Input data: Begin
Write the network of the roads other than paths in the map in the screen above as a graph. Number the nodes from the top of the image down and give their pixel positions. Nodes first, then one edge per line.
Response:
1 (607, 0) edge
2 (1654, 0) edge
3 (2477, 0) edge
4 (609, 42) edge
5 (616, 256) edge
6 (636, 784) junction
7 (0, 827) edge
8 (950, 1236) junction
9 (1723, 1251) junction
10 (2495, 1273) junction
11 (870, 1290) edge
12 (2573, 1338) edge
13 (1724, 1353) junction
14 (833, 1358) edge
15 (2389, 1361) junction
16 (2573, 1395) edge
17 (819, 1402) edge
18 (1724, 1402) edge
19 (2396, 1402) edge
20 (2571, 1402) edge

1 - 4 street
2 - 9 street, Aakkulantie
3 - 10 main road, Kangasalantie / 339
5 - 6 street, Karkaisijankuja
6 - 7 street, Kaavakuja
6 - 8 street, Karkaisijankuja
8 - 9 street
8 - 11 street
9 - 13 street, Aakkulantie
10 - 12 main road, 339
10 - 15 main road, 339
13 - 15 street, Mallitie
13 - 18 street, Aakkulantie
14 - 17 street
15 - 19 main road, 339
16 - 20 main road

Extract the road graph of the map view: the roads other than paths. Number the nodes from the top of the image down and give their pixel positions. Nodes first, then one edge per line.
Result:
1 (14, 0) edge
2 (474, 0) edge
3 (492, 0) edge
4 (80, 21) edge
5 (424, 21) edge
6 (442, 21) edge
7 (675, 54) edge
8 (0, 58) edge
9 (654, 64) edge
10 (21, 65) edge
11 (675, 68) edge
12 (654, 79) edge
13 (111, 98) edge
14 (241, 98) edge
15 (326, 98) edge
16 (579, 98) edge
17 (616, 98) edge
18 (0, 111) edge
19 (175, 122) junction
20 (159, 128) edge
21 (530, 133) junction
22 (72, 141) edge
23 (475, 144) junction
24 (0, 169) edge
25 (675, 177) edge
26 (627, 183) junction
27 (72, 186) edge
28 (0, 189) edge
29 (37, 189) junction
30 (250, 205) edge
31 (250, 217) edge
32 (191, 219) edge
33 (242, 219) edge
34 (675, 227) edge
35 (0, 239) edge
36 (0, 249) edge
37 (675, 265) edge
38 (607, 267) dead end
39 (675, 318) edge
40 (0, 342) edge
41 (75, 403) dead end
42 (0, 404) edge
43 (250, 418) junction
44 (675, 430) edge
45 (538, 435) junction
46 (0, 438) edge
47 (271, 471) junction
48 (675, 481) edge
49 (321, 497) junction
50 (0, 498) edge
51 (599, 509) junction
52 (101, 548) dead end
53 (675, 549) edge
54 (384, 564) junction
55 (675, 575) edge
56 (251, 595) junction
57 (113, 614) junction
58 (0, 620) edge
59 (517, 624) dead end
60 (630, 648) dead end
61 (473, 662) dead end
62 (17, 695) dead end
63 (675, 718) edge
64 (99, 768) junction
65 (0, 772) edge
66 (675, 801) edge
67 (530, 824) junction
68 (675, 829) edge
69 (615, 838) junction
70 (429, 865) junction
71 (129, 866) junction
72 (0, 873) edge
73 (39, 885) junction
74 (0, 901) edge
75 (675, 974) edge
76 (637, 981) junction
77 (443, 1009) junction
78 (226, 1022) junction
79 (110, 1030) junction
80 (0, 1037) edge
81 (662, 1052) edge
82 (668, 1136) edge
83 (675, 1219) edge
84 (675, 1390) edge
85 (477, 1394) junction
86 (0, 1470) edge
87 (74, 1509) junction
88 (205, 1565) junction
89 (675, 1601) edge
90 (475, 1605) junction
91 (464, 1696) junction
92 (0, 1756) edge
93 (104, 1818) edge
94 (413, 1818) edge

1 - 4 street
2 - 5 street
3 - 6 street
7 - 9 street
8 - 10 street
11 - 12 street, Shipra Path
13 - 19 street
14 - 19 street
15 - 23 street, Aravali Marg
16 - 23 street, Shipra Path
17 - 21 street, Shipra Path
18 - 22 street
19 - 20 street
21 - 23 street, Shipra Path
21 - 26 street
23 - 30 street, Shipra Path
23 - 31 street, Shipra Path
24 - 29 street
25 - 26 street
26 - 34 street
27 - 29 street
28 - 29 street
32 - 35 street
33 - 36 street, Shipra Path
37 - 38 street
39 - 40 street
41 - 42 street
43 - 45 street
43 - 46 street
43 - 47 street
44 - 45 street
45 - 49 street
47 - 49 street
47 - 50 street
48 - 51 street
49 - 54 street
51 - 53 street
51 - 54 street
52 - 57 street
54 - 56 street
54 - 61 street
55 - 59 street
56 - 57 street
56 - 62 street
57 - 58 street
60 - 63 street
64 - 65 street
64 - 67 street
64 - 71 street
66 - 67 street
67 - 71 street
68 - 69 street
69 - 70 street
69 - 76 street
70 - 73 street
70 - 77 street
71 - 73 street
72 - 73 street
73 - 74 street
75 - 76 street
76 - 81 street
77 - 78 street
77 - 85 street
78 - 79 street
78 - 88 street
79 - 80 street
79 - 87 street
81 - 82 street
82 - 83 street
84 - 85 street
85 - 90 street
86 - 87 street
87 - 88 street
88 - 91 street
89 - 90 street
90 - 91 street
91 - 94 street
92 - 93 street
Input data: End
What you will do:
All of the entries above need to be printed again exactly.

Solution to this task:
Write the network of the roads other than paths in the map in the screen above as a graph. Number the nodes from the top of the image down and give their pixel positions. Nodes first, then one edge per line.
Response:
1 (607, 0) edge
2 (1654, 0) edge
3 (2477, 0) edge
4 (609, 42) edge
5 (616, 256) edge
6 (636, 784) junction
7 (0, 827) edge
8 (950, 1236) junction
9 (1723, 1251) junction
10 (2495, 1273) junction
11 (870, 1290) edge
12 (2573, 1338) edge
13 (1724, 1353) junction
14 (833, 1358) edge
15 (2389, 1361) junction
16 (2573, 1395) edge
17 (819, 1402) edge
18 (1724, 1402) edge
19 (2396, 1402) edge
20 (2571, 1402) edge

1 - 4 street
2 - 9 street, Aakkulantie
3 - 10 main road, Kangasalantie / 339
5 - 6 street, Karkaisijankuja
6 - 7 street, Kaavakuja
6 - 8 street, Karkaisijankuja
8 - 9 street
8 - 11 street
9 - 13 street, Aakkulantie
10 - 12 main road, 339
10 - 15 main road, 339
13 - 15 street, Mallitie
13 - 18 street, Aakkulantie
14 - 17 street
15 - 19 main road, 339
16 - 20 main road

Extract the road graph of the map view: the roads other than paths. Number the nodes from the top of the image down and give their pixel positions. Nodes first, then one edge per line.
Result:
1 (14, 0) edge
2 (474, 0) edge
3 (492, 0) edge
4 (80, 21) edge
5 (424, 21) edge
6 (442, 21) edge
7 (675, 54) edge
8 (0, 58) edge
9 (654, 64) edge
10 (21, 65) edge
11 (675, 68) edge
12 (654, 79) edge
13 (111, 98) edge
14 (241, 98) edge
15 (326, 98) edge
16 (579, 98) edge
17 (616, 98) edge
18 (0, 111) edge
19 (175, 122) junction
20 (159, 128) edge
21 (530, 133) junction
22 (72, 141) edge
23 (475, 144) junction
24 (0, 169) edge
25 (675, 177) edge
26 (627, 183) junction
27 (72, 186) edge
28 (0, 189) edge
29 (37, 189) junction
30 (250, 205) edge
31 (250, 217) edge
32 (191, 219) edge
33 (242, 219) edge
34 (675, 227) edge
35 (0, 239) edge
36 (0, 249) edge
37 (675, 265) edge
38 (607, 267) dead end
39 (675, 318) edge
40 (0, 342) edge
41 (75, 403) dead end
42 (0, 404) edge
43 (250, 418) junction
44 (675, 430) edge
45 (538, 435) junction
46 (0, 438) edge
47 (271, 471) junction
48 (675, 481) edge
49 (321, 497) junction
50 (0, 498) edge
51 (599, 509) junction
52 (101, 548) dead end
53 (675, 549) edge
54 (384, 564) junction
55 (675, 575) edge
56 (251, 595) junction
57 (113, 614) junction
58 (0, 620) edge
59 (517, 624) dead end
60 (630, 648) dead end
61 (473, 662) dead end
62 (17, 695) dead end
63 (675, 718) edge
64 (99, 768) junction
65 (0, 772) edge
66 (675, 801) edge
67 (530, 824) junction
68 (675, 829) edge
69 (615, 838) junction
70 (429, 865) junction
71 (129, 866) junction
72 (0, 873) edge
73 (39, 885) junction
74 (0, 901) edge
75 (675, 974) edge
76 (637, 981) junction
77 (443, 1009) junction
78 (226, 1022) junction
79 (110, 1030) junction
80 (0, 1037) edge
81 (662, 1052) edge
82 (668, 1136) edge
83 (675, 1219) edge
84 (675, 1390) edge
85 (477, 1394) junction
86 (0, 1470) edge
87 (74, 1509) junction
88 (205, 1565) junction
89 (675, 1601) edge
90 (475, 1605) junction
91 (464, 1696) junction
92 (0, 1756) edge
93 (104, 1818) edge
94 (413, 1818) edge

1 - 4 street
2 - 5 street
3 - 6 street
7 - 9 street
8 - 10 street
11 - 12 street, Shipra Path
13 - 19 street
14 - 19 street
15 - 23 street, Aravali Marg
16 - 23 street, Shipra Path
17 - 21 street, Shipra Path
18 - 22 street
19 - 20 street
21 - 23 street, Shipra Path
21 - 26 street
23 - 30 street, Shipra Path
23 - 31 street, Shipra Path
24 - 29 street
25 - 26 street
26 - 34 street
27 - 29 street
28 - 29 street
32 - 35 street
33 - 36 street, Shipra Path
37 - 38 street
39 - 40 street
41 - 42 street
43 - 45 street
43 - 46 street
43 - 47 street
44 - 45 street
45 - 49 street
47 - 49 street
47 - 50 street
48 - 51 street
49 - 54 street
51 - 53 street
51 - 54 street
52 - 57 street
54 - 56 street
54 - 61 street
55 - 59 street
56 - 57 street
56 - 62 street
57 - 58 street
60 - 63 street
64 - 65 street
64 - 67 street
64 - 71 street
66 - 67 street
67 - 71 street
68 - 69 street
69 - 70 street
69 - 76 street
70 - 73 street
70 - 77 street
71 - 73 street
72 - 73 street
73 - 74 street
75 - 76 street
76 - 81 street
77 - 78 street
77 - 85 street
78 - 79 street
78 - 88 street
79 - 80 street
79 - 87 street
81 - 82 street
82 - 83 street
84 - 85 street
85 - 90 street
86 - 87 street
87 - 88 street
88 - 91 street
89 - 90 street
90 - 91 street
91 - 94 street
92 - 93 street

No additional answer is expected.